▶ **Work instruction**
For the records below, give the number of lines in which "بلوار" appears, and add nothing else.

START Exercise materials

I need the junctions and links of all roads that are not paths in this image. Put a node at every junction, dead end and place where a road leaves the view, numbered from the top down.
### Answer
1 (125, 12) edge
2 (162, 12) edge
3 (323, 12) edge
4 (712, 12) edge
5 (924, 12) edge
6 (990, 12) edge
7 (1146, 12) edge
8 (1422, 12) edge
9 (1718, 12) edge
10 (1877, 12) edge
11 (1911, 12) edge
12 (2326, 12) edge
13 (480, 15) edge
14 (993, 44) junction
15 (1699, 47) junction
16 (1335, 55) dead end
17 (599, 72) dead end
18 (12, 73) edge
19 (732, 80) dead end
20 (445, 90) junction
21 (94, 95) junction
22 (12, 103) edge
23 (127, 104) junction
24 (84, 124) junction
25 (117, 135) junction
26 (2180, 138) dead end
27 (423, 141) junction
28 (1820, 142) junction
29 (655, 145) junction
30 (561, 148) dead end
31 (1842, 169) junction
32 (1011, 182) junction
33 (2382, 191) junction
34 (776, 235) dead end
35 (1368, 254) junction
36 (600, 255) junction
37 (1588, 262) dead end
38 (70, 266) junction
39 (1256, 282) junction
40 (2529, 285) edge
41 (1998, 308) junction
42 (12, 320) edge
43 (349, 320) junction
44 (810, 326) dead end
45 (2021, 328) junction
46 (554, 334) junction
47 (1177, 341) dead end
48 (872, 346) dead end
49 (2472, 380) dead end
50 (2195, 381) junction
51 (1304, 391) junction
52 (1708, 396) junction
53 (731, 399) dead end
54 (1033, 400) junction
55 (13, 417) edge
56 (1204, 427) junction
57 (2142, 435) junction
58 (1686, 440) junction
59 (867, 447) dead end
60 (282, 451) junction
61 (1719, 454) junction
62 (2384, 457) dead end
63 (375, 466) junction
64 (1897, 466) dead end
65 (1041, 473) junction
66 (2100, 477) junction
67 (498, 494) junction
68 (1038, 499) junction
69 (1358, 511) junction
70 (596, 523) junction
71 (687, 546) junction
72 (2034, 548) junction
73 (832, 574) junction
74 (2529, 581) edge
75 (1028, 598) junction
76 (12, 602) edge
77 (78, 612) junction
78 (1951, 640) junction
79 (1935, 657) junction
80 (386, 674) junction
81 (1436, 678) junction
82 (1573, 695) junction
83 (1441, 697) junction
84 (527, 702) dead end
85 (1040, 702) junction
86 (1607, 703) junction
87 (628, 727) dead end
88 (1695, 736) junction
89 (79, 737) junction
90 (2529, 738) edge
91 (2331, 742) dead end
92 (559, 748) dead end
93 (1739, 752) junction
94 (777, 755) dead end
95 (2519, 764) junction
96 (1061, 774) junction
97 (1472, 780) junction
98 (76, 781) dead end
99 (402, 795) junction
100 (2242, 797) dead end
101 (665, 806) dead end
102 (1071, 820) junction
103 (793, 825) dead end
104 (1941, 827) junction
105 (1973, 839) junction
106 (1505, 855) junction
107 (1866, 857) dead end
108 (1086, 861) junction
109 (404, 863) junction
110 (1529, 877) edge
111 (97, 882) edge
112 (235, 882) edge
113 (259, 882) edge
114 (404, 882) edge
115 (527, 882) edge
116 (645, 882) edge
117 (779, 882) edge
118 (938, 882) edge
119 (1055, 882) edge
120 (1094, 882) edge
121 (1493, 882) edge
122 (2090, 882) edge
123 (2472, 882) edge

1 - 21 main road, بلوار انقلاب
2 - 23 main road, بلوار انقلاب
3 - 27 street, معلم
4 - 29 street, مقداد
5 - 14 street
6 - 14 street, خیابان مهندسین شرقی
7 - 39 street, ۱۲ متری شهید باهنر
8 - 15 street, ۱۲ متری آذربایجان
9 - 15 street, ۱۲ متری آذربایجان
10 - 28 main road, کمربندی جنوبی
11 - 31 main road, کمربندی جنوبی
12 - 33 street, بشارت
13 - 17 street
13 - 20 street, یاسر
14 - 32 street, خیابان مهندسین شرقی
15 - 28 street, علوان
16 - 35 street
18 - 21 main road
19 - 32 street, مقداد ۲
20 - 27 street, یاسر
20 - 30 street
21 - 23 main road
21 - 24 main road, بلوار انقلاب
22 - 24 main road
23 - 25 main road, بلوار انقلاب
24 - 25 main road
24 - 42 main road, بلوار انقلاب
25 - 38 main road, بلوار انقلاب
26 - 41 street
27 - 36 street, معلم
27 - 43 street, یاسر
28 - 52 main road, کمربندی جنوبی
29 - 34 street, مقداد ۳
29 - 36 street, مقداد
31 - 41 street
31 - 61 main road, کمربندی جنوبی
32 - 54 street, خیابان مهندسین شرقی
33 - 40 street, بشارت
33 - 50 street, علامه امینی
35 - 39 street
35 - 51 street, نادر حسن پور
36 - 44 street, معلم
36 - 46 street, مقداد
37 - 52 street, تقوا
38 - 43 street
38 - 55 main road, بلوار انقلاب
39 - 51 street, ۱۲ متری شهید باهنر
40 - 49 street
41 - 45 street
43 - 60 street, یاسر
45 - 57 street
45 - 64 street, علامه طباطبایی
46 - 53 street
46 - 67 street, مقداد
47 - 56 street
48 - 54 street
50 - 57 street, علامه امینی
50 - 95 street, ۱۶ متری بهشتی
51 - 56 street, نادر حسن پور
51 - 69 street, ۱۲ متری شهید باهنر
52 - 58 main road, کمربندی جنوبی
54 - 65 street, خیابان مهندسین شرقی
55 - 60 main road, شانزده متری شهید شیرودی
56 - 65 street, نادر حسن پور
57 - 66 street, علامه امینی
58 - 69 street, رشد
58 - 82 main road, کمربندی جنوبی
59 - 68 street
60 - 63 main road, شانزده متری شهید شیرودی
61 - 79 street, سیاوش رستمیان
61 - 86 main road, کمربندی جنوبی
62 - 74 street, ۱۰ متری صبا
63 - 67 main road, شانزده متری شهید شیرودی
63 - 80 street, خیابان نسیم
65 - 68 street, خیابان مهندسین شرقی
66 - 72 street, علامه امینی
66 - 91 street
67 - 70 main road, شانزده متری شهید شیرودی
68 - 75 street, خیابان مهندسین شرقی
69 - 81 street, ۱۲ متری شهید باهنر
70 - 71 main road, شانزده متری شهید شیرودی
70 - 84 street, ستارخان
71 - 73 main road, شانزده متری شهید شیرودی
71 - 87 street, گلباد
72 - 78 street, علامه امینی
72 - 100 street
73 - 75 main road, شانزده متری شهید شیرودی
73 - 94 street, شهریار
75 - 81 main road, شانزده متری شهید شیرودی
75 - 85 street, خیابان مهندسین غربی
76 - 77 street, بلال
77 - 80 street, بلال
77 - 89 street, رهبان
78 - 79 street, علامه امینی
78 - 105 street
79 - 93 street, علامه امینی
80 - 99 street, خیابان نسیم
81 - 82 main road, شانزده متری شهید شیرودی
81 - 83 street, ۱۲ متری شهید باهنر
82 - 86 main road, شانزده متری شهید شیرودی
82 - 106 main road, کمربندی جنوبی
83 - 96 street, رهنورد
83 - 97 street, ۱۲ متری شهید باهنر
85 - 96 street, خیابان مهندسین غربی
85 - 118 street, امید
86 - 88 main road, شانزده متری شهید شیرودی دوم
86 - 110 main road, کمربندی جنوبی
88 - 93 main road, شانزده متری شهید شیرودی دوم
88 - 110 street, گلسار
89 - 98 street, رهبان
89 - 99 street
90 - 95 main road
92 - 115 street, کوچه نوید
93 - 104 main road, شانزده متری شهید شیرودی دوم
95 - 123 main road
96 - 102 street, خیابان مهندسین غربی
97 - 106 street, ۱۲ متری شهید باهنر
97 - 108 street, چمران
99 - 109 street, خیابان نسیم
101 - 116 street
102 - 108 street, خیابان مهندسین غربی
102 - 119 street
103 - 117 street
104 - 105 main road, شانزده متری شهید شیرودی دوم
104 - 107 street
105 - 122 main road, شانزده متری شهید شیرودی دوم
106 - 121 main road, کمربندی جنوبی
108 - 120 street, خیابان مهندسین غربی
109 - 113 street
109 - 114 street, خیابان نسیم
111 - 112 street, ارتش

END Exercise materials

▶ **Exercise output**
7